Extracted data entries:
============================================================

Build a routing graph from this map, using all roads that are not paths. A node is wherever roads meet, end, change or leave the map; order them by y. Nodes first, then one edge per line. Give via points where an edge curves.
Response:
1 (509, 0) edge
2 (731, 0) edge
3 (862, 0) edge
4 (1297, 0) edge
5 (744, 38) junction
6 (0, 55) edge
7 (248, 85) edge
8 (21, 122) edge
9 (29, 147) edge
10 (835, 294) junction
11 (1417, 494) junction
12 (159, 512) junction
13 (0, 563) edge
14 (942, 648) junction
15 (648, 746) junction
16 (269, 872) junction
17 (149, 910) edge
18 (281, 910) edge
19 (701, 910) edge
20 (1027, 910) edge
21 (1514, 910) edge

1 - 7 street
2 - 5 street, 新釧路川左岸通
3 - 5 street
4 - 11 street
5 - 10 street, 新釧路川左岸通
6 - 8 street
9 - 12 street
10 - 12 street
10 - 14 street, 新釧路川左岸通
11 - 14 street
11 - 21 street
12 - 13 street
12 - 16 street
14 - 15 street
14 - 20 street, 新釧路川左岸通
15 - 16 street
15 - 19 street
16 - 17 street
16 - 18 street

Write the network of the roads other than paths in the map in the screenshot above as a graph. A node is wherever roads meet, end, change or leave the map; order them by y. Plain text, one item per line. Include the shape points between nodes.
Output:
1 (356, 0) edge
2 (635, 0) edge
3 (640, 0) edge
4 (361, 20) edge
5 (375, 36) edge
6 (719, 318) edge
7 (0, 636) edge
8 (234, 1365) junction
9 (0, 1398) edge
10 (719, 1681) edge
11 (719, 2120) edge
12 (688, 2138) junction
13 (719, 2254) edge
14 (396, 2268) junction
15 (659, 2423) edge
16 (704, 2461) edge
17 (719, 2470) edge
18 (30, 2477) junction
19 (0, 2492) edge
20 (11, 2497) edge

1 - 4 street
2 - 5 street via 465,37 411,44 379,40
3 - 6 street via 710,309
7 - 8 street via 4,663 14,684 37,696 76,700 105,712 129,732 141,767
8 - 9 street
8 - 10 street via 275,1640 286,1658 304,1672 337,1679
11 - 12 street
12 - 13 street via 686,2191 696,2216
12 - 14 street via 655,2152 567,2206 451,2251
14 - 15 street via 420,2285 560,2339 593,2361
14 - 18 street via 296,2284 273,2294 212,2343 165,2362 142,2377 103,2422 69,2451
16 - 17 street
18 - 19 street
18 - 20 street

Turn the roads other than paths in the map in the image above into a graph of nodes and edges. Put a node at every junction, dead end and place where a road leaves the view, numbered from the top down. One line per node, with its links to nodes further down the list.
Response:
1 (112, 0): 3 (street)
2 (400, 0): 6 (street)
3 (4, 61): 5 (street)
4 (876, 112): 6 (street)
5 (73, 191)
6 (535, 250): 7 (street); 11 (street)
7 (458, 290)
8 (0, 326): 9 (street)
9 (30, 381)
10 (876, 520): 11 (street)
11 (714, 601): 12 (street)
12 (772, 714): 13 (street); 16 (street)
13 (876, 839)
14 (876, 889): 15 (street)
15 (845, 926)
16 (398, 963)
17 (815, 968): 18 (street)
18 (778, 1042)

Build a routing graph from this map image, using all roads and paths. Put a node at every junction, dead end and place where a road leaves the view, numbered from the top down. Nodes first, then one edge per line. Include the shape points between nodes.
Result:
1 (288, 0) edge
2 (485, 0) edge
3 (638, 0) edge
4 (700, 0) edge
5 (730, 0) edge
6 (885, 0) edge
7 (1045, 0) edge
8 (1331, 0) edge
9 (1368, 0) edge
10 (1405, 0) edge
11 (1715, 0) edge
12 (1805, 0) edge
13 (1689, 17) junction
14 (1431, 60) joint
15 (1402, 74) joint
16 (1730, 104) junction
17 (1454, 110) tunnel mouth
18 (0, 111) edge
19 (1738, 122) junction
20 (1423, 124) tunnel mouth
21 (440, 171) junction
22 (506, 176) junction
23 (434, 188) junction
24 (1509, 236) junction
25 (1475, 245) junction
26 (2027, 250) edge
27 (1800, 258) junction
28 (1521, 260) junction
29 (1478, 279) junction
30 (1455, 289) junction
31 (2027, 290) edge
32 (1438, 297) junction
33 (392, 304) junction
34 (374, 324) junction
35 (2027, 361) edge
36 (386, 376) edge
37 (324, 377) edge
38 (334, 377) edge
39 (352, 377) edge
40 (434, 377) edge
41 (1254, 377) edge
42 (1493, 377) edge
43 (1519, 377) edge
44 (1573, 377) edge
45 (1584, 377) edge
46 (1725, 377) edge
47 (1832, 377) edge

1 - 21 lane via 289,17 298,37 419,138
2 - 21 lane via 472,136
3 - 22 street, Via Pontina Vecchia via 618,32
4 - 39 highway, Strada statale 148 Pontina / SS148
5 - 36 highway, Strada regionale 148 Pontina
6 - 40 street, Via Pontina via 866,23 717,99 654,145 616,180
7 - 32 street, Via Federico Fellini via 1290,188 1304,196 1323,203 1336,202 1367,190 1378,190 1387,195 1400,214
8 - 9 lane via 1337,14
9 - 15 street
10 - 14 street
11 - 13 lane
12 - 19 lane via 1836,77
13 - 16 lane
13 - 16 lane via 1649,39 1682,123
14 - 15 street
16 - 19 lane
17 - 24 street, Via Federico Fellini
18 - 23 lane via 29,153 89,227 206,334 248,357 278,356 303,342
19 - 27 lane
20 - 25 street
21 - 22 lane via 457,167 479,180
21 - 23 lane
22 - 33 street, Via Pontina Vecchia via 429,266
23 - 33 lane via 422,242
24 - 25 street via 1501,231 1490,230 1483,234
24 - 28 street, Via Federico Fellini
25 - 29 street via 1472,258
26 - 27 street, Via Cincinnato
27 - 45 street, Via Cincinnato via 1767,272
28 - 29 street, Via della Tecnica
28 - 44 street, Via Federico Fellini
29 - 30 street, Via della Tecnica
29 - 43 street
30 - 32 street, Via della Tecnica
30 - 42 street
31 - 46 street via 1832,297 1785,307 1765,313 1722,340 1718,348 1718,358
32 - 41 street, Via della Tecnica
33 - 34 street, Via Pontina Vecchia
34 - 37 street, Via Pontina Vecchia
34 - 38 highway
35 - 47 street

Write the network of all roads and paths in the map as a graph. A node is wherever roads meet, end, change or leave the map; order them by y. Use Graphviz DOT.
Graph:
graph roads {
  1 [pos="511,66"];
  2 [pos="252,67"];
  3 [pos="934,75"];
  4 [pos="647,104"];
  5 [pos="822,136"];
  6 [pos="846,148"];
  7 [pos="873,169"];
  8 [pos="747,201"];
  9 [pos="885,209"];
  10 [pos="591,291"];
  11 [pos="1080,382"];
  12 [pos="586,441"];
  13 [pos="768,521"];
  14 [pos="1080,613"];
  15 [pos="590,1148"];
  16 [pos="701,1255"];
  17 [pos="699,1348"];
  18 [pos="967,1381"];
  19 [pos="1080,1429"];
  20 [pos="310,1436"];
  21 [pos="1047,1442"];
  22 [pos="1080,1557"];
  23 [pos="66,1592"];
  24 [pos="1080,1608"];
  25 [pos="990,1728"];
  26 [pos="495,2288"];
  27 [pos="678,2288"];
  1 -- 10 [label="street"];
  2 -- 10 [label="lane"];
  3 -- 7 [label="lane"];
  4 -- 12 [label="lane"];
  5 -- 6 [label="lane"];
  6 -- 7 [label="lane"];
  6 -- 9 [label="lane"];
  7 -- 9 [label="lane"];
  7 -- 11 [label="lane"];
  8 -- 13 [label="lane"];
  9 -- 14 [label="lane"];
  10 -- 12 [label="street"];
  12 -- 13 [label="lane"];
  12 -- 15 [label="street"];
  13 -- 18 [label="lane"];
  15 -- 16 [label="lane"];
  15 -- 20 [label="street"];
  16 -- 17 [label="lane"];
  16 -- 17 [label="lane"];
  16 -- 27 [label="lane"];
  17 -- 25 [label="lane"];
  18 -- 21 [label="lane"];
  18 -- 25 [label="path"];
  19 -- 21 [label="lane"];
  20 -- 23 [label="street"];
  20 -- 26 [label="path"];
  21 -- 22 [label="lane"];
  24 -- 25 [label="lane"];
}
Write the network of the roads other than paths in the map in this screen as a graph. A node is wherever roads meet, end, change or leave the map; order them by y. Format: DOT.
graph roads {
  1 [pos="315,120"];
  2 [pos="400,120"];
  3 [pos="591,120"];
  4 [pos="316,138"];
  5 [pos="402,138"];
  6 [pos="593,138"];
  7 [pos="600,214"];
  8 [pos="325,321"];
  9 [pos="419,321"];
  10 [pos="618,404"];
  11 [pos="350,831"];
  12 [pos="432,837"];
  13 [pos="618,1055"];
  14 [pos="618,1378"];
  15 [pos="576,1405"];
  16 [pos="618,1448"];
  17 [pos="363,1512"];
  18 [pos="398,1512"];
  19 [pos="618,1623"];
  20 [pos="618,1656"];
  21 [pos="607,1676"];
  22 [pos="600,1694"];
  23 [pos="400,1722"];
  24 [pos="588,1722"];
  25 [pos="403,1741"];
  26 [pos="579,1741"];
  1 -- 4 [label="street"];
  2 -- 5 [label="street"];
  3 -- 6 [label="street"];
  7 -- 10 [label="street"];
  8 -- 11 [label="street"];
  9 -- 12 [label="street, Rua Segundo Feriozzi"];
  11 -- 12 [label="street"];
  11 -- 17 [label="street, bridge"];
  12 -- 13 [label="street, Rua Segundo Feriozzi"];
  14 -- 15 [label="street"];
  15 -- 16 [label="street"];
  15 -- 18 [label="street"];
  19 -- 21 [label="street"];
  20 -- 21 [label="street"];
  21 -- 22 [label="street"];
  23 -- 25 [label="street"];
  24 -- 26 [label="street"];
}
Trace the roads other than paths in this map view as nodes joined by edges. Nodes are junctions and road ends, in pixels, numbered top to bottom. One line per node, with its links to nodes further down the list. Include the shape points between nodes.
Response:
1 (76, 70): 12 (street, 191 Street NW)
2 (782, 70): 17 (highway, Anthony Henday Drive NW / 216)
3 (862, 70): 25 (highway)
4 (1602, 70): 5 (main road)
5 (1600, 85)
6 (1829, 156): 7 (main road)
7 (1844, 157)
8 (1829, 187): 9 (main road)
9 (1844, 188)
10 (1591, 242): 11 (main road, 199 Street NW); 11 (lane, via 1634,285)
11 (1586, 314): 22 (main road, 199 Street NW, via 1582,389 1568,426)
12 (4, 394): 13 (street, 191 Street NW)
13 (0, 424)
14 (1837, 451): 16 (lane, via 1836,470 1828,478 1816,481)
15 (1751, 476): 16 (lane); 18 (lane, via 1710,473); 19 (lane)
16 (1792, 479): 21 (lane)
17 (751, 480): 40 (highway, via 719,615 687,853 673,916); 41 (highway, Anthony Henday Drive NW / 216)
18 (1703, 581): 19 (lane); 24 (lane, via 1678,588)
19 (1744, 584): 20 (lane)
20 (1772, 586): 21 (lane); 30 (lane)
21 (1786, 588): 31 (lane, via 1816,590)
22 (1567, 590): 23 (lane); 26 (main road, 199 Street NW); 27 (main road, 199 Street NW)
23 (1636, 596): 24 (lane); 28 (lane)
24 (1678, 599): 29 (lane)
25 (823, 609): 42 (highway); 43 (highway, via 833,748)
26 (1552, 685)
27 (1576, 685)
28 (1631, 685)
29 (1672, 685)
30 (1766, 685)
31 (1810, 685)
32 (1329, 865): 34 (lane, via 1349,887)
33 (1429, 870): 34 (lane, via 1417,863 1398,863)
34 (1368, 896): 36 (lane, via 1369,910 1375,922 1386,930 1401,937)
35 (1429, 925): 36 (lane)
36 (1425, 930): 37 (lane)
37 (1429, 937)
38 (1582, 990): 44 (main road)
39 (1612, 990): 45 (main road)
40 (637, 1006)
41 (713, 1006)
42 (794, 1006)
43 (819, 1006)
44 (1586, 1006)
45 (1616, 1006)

============================================================

◆ **DIRECTIONS FOR THIS TASK**
When the word "then" occurs in a line above, list that line.

◆ **RESPONSE TO THE TASK**
Build a routing graph from this map, using all roads that are not paths. A node is wherever roads meet, end, change or leave the map; order them by y. Nodes first, then one edge per line. Give via points where an edge curves.
Build a routing graph from this map image, using all roads and paths. Put a node at every junction, dead end and place where a road leaves the view, numbered from the top down. Nodes first, then one edge per line. Include the shape points between nodes.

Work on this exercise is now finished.